Without any of the pictures, transcribe all the lines below exactly.

# # # #

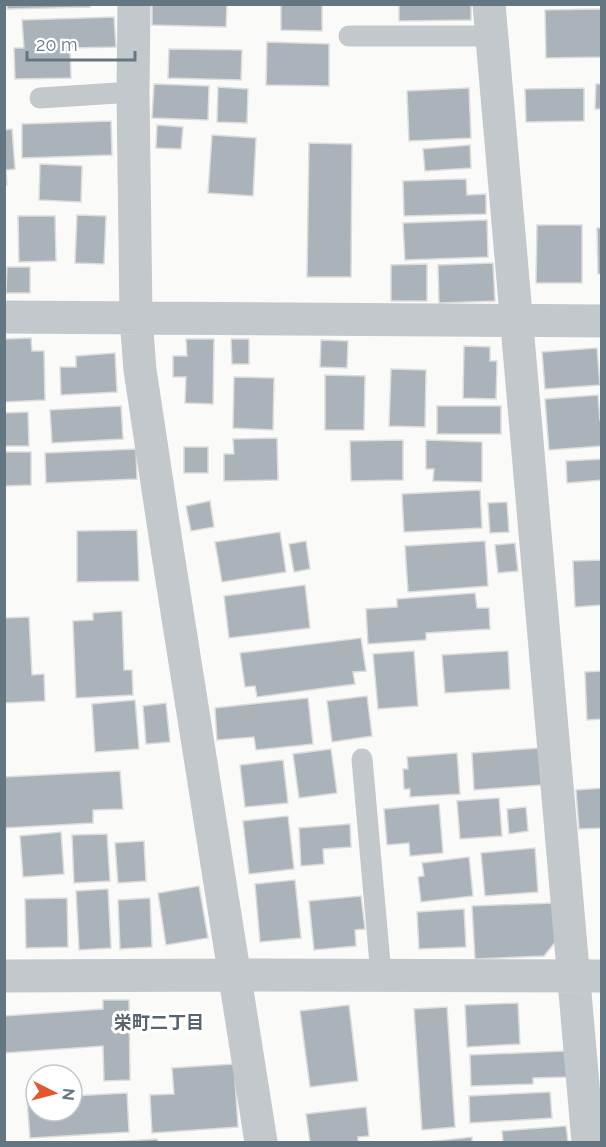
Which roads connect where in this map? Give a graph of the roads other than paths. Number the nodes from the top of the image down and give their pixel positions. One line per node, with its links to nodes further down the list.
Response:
1 (134, 4): 5 (street)
2 (489, 4): 4 (street)
3 (349, 36): 4 (lane)
4 (491, 36): 9 (street)
5 (133, 92): 6 (lane); 8 (street)
6 (40, 98)
7 (4, 317): 8 (street)
8 (136, 318): 9 (street); 12 (street)
9 (515, 320): 10 (street); 14 (street)
10 (602, 321)
11 (363, 759): 13 (lane)
12 (235, 975): 13 (street); 15 (street); 16 (street)
13 (381, 975): 14 (street)
14 (587, 975): 17 (street)
15 (4, 976)
16 (261, 1143)
17 (588, 1143)

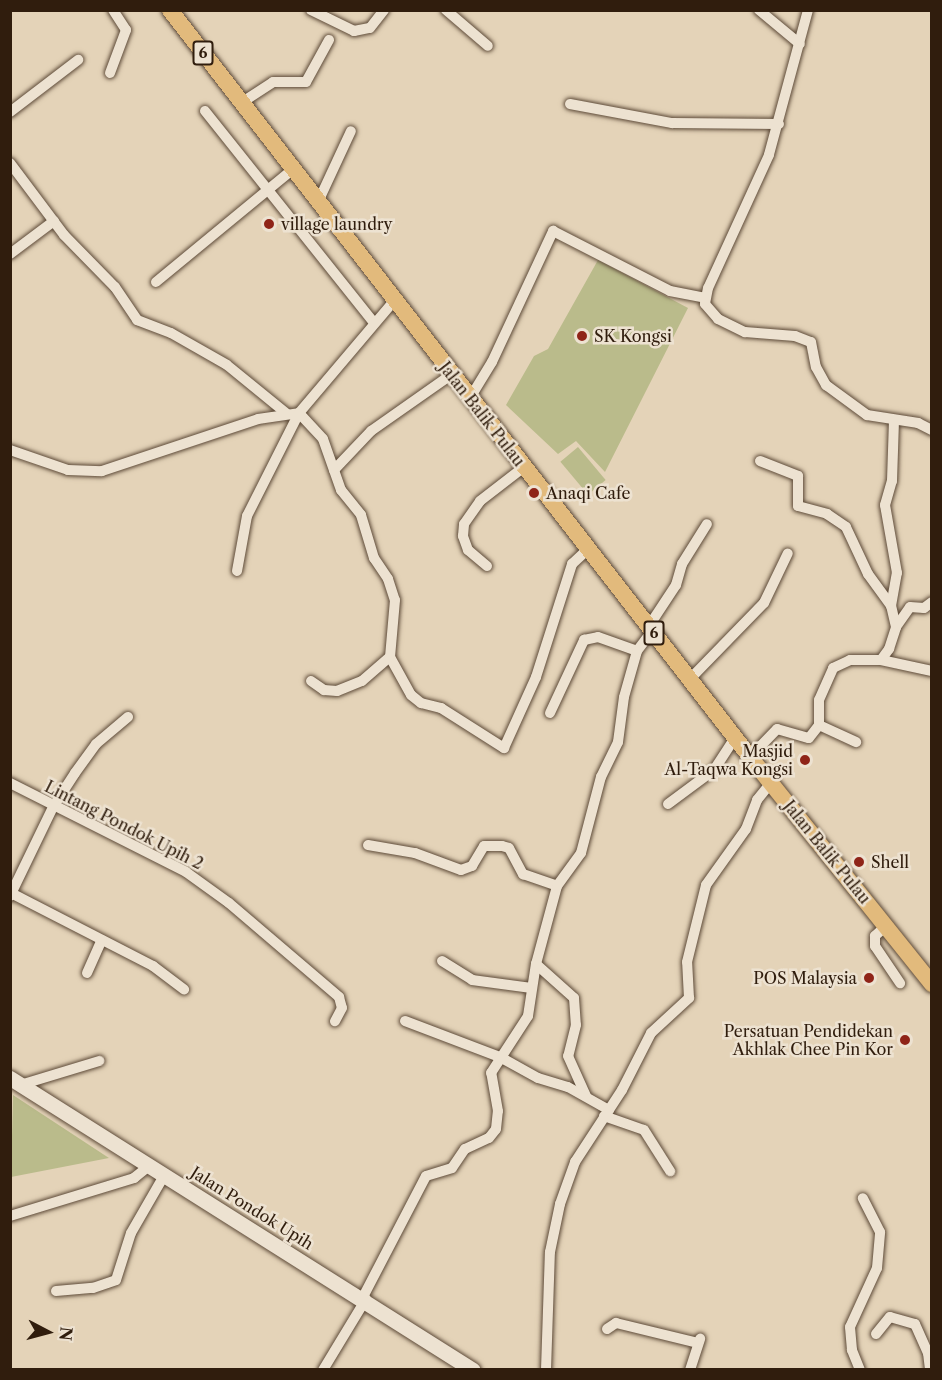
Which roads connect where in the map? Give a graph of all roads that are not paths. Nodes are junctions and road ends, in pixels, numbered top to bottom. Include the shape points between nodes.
1 (113, 10) edge
2 (170, 10) edge
3 (311, 10) edge
4 (384, 10) edge
5 (446, 10) edge
6 (759, 10) edge
7 (808, 10) edge
8 (330, 40) dead end
9 (800, 44) junction
10 (488, 46) dead end
11 (78, 60) dead end
12 (110, 73) dead end
13 (241, 103) junction
14 (570, 104) dead end
15 (205, 111) dead end
16 (10, 112) edge
17 (779, 124) junction
18 (351, 131) dead end
19 (10, 163) edge
20 (292, 170) junction
21 (268, 190) junction
22 (318, 202) junction
23 (54, 221) junction
24 (10, 254) edge
25 (156, 282) dead end
26 (705, 298) junction
27 (394, 301) junction
28 (374, 323) junction
29 (452, 374) junction
30 (470, 398) junction
31 (299, 413) junction
32 (287, 414) junction
33 (894, 421) junction
34 (932, 430) edge
35 (10, 450) edge
36 (760, 461) dead end
37 (524, 467) junction
38 (334, 470) junction
39 (707, 524) dead end
40 (588, 549) junction
41 (788, 553) dead end
42 (487, 566) dead end
43 (237, 571) dead end
44 (932, 602) edge
45 (891, 606) junction
46 (896, 627) junction
47 (651, 629) junction
48 (637, 651) junction
49 (390, 657) junction
50 (881, 660) junction
51 (932, 670) edge
52 (690, 679) junction
53 (311, 681) dead end
54 (550, 713) dead end
55 (128, 717) dead end
56 (819, 725) junction
57 (735, 738) junction
58 (856, 742) dead end
59 (750, 757) junction
60 (10, 783) edge
61 (771, 783) junction
62 (668, 804) dead end
63 (53, 807) junction
64 (369, 845) dead end
65 (557, 886) junction
66 (11, 895) edge
67 (886, 926) junction
68 (102, 940) junction
69 (442, 961) dead end
70 (536, 964) junction
71 (87, 973) dead end
72 (900, 983) dead end
73 (932, 984) edge
74 (531, 988) junction
75 (184, 989) dead end
76 (335, 1021) dead end
77 (405, 1021) dead end
78 (500, 1057) junction
79 (99, 1061) dead end
80 (15, 1082) edge
81 (586, 1097) junction
82 (607, 1113) junction
83 (149, 1166) junction
84 (670, 1171) dead end
85 (165, 1174) junction
86 (863, 1198) dead end
87 (10, 1216) edge
88 (56, 1291) dead end
89 (364, 1298) junction
90 (608, 1329) dead end
91 (876, 1334) dead end
92 (323, 1370) edge
93 (473, 1370) edge
94 (546, 1370) edge
95 (690, 1370) edge
96 (860, 1370) edge
97 (930, 1370) edge

1 - 12 street via 126,30
2 - 13 main road, Jalan Balik Pulau / 6
3 - 4 street via 354,31 370,28
5 - 10 street
6 - 9 street
7 - 9 street
8 - 13 street via 306,82 273,82
9 - 17 street
11 - 16 street
13 - 20 main road, Jalan Balik Pulau / 6
14 - 17 street via 672,123
15 - 21 street
17 - 26 street
18 - 22 street
19 - 23 street
20 - 21 street
20 - 22 main road, Jalan Balik Pulau / 6
21 - 25 street
21 - 28 street
22 - 27 main road, Jalan Balik Pulau / 6
23 - 24 street
23 - 32 street via 114,287 137,320 171,333 227,365
26 - 30 street via 670,291 553,231 492,363
26 - 33 street via 709,310 729,325 756,334 795,336 811,342 816,367 826,385 867,415
27 - 28 street
27 - 29 main road, Jalan Balik Pulau / 6
28 - 31 street
29 - 30 main road, Jalan Balik Pulau / 6
29 - 38 street via 371,431
30 - 37 main road, Jalan Balik Pulau / 6
31 - 32 street
31 - 38 street via 323,439
31 - 43 street via 247,516
32 - 35 street via 258,419 102,471 68,470
33 - 34 street via 918,423
33 - 45 street via 892,481 885,505 897,573
36 - 45 street via 798,476 798,506 827,514 846,527 872,581
37 - 40 main road, Jalan Balik Pulau / 6
37 - 42 street via 480,501 464,524 468,550
38 - 49 street via 341,490 366,525 374,558 388,579 395,600
39 - 47 street via 682,564 676,585
40 - 47 main road, Jalan Balik Pulau / 6
40 - 49 street via 572,564 536,677 508,748 498,747 451,714 415,699
41 - 52 street via 764,603
44 - 46 street via 924,608 910,607
45 - 46 street
46 - 50 street via 889,650
47 - 48 street
47 - 52 main road, Jalan Balik Pulau / 6
48 - 54 street via 598,637 584,640
48 - 65 street via 624,697 618,742 601,777 585,840
49 - 53 street via 362,681 337,691 324,690
50 - 51 street
50 - 56 street via 850,660 833,668 819,700
52 - 57 main road, Jalan Balik Pulau / 6
55 - 63 street via 96,744
56 - 58 street
56 - 59 street via 809,738 777,729
57 - 59 main road, Jalan Balik Pulau / 6
57 - 62 street via 714,770
59 - 61 main road, Jalan Balik Pulau / 6
60 - 63 street, Lintang Pondok Upih 2
61 - 67 main road, Jalan Balik Pulau / 6
61 - 82 street via 757,800 746,829 712,871 706,885 687,962 689,998 651,1033
63 - 66 street
63 - 76 street, Lintang Pondok Upih 2 via 186,872 229,903 339,997 342,1008
64 - 65 street via 415,852 460,870 472,866 484,846 502,846 509,848 523,874
65 - 70 street
66 - 68 street
67 - 72 street via 875,936 875,946
67 - 73 main road, Jalan Balik Pulau / 6
68 - 71 street
68 - 75 street via 153,966
69 - 74 street via 472,980
70 - 74 street
70 - 81 street via 574,998 576,1025 568,1056
74 - 78 street via 528,1016
77 - 78 street
78 - 81 street via 538,1078
78 - 89 street via 491,1073 498,1111 493,1135 465,1149 452,1168 426,1176
79 - 80 street
80 - 83 main road, Jalan Pondok Upih
81 - 82 street
82 - 84 street via 644,1130
82 - 94 street via 575,1162 558,1210 550,1252
83 - 85 main road, Jalan Pondok Upih
83 - 87 street via 134,1178
85 - 88 street via 131,1233 116,1280 93,1288
85 - 89 main road, Jalan Pondok Upih
86 - 96 street via 880,1232 877,1269 850,1327 852,1350
89 - 92 street
89 - 93 main road, Jalan Pondok Upih
90 - 95 street via 616,1323 699,1341
91 - 97 street via 890,1317 915,1324 928,1353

# # # #

[Answer to this problem]:
Which roads connect where in this map? Give a graph of the roads other than paths. Number the nodes from the top of the image down and give their pixel positions. One line per node, with its links to nodes further down the list.
Response:
1 (134, 4): 5 (street)
2 (489, 4): 4 (street)
3 (349, 36): 4 (lane)
4 (491, 36): 9 (street)
5 (133, 92): 6 (lane); 8 (street)
6 (40, 98)
7 (4, 317): 8 (street)
8 (136, 318): 9 (street); 12 (street)
9 (515, 320): 10 (street); 14 (street)
10 (602, 321)
11 (363, 759): 13 (lane)
12 (235, 975): 13 (street); 15 (street); 16 (street)
13 (381, 975): 14 (street)
14 (587, 975): 17 (street)
15 (4, 976)
16 (261, 1143)
17 (588, 1143)

Which roads connect where in the map? Give a graph of all roads that are not paths. Nodes are junctions and road ends, in pixels, numbered top to bottom. Include the shape points between nodes.
1 (113, 10) edge
2 (170, 10) edge
3 (311, 10) edge
4 (384, 10) edge
5 (446, 10) edge
6 (759, 10) edge
7 (808, 10) edge
8 (330, 40) dead end
9 (800, 44) junction
10 (488, 46) dead end
11 (78, 60) dead end
12 (110, 73) dead end
13 (241, 103) junction
14 (570, 104) dead end
15 (205, 111) dead end
16 (10, 112) edge
17 (779, 124) junction
18 (351, 131) dead end
19 (10, 163) edge
20 (292, 170) junction
21 (268, 190) junction
22 (318, 202) junction
23 (54, 221) junction
24 (10, 254) edge
25 (156, 282) dead end
26 (705, 298) junction
27 (394, 301) junction
28 (374, 323) junction
29 (452, 374) junction
30 (470, 398) junction
31 (299, 413) junction
32 (287, 414) junction
33 (894, 421) junction
34 (932, 430) edge
35 (10, 450) edge
36 (760, 461) dead end
37 (524, 467) junction
38 (334, 470) junction
39 (707, 524) dead end
40 (588, 549) junction
41 (788, 553) dead end
42 (487, 566) dead end
43 (237, 571) dead end
44 (932, 602) edge
45 (891, 606) junction
46 (896, 627) junction
47 (651, 629) junction
48 (637, 651) junction
49 (390, 657) junction
50 (881, 660) junction
51 (932, 670) edge
52 (690, 679) junction
53 (311, 681) dead end
54 (550, 713) dead end
55 (128, 717) dead end
56 (819, 725) junction
57 (735, 738) junction
58 (856, 742) dead end
59 (750, 757) junction
60 (10, 783) edge
61 (771, 783) junction
62 (668, 804) dead end
63 (53, 807) junction
64 (369, 845) dead end
65 (557, 886) junction
66 (11, 895) edge
67 (886, 926) junction
68 (102, 940) junction
69 (442, 961) dead end
70 (536, 964) junction
71 (87, 973) dead end
72 (900, 983) dead end
73 (932, 984) edge
74 (531, 988) junction
75 (184, 989) dead end
76 (335, 1021) dead end
77 (405, 1021) dead end
78 (500, 1057) junction
79 (99, 1061) dead end
80 (15, 1082) edge
81 (586, 1097) junction
82 (607, 1113) junction
83 (149, 1166) junction
84 (670, 1171) dead end
85 (165, 1174) junction
86 (863, 1198) dead end
87 (10, 1216) edge
88 (56, 1291) dead end
89 (364, 1298) junction
90 (608, 1329) dead end
91 (876, 1334) dead end
92 (323, 1370) edge
93 (473, 1370) edge
94 (546, 1370) edge
95 (690, 1370) edge
96 (860, 1370) edge
97 (930, 1370) edge

1 - 12 street via 126,30
2 - 13 main road, Jalan Balik Pulau / 6
3 - 4 street via 354,31 370,28
5 - 10 street
6 - 9 street
7 - 9 street
8 - 13 street via 306,82 273,82
9 - 17 street
11 - 16 street
13 - 20 main road, Jalan Balik Pulau / 6
14 - 17 street via 672,123
15 - 21 street
17 - 26 street
18 - 22 street
19 - 23 street
20 - 21 street
20 - 22 main road, Jalan Balik Pulau / 6
21 - 25 street
21 - 28 street
22 - 27 main road, Jalan Balik Pulau / 6
23 - 24 street
23 - 32 street via 114,287 137,320 171,333 227,365
26 - 30 street via 670,291 553,231 492,363
26 - 33 street via 709,310 729,325 756,334 795,336 811,342 816,367 826,385 867,415
27 - 28 street
27 - 29 main road, Jalan Balik Pulau / 6
28 - 31 street
29 - 30 main road, Jalan Balik Pulau / 6
29 - 38 street via 371,431
30 - 37 main road, Jalan Balik Pulau / 6
31 - 32 street
31 - 38 street via 323,439
31 - 43 street via 247,516
32 - 35 street via 258,419 102,471 68,470
33 - 34 street via 918,423
33 - 45 street via 892,481 885,505 897,573
36 - 45 street via 798,476 798,506 827,514 846,527 872,581
37 - 40 main road, Jalan Balik Pulau / 6
37 - 42 street via 480,501 464,524 468,550
38 - 49 street via 341,490 366,525 374,558 388,579 395,600
39 - 47 street via 682,564 676,585
40 - 47 main road, Jalan Balik Pulau / 6
40 - 49 street via 572,564 536,677 508,748 498,747 451,714 415,699
41 - 52 street via 764,603
44 - 46 street via 924,608 910,607
45 - 46 street
46 - 50 street via 889,650
47 - 48 street
47 - 52 main road, Jalan Balik Pulau / 6
48 - 54 street via 598,637 584,640
48 - 65 street via 624,697 618,742 601,777 585,840
49 - 53 street via 362,681 337,691 324,690
50 - 51 street
50 - 56 street via 850,660 833,668 819,700
52 - 57 main road, Jalan Balik Pulau / 6
55 - 63 street via 96,744
56 - 58 street
56 - 59 street via 809,738 777,729
57 - 59 main road, Jalan Balik Pulau / 6
57 - 62 street via 714,770
59 - 61 main road, Jalan Balik Pulau / 6
60 - 63 street, Lintang Pondok Upih 2
61 - 67 main road, Jalan Balik Pulau / 6
61 - 82 street via 757,800 746,829 712,871 706,885 687,962 689,998 651,1033
63 - 66 street
63 - 76 street, Lintang Pondok Upih 2 via 186,872 229,903 339,997 342,1008
64 - 65 street via 415,852 460,870 472,866 484,846 502,846 509,848 523,874
65 - 70 street
66 - 68 street
67 - 72 street via 875,936 875,946
67 - 73 main road, Jalan Balik Pulau / 6
68 - 71 street
68 - 75 street via 153,966
69 - 74 street via 472,980
70 - 74 street
70 - 81 street via 574,998 576,1025 568,1056
74 - 78 street via 528,1016
77 - 78 street
78 - 81 street via 538,1078
78 - 89 street via 491,1073 498,1111 493,1135 465,1149 452,1168 426,1176
79 - 80 street
80 - 83 main road, Jalan Pondok Upih
81 - 82 street
82 - 84 street via 644,1130
82 - 94 street via 575,1162 558,1210 550,1252
83 - 85 main road, Jalan Pondok Upih
83 - 87 street via 134,1178
85 - 88 street via 131,1233 116,1280 93,1288
85 - 89 main road, Jalan Pondok Upih
86 - 96 street via 880,1232 877,1269 850,1327 852,1350
89 - 92 street
89 - 93 main road, Jalan Pondok Upih
90 - 95 street via 616,1323 699,1341
91 - 97 street via 890,1317 915,1324 928,1353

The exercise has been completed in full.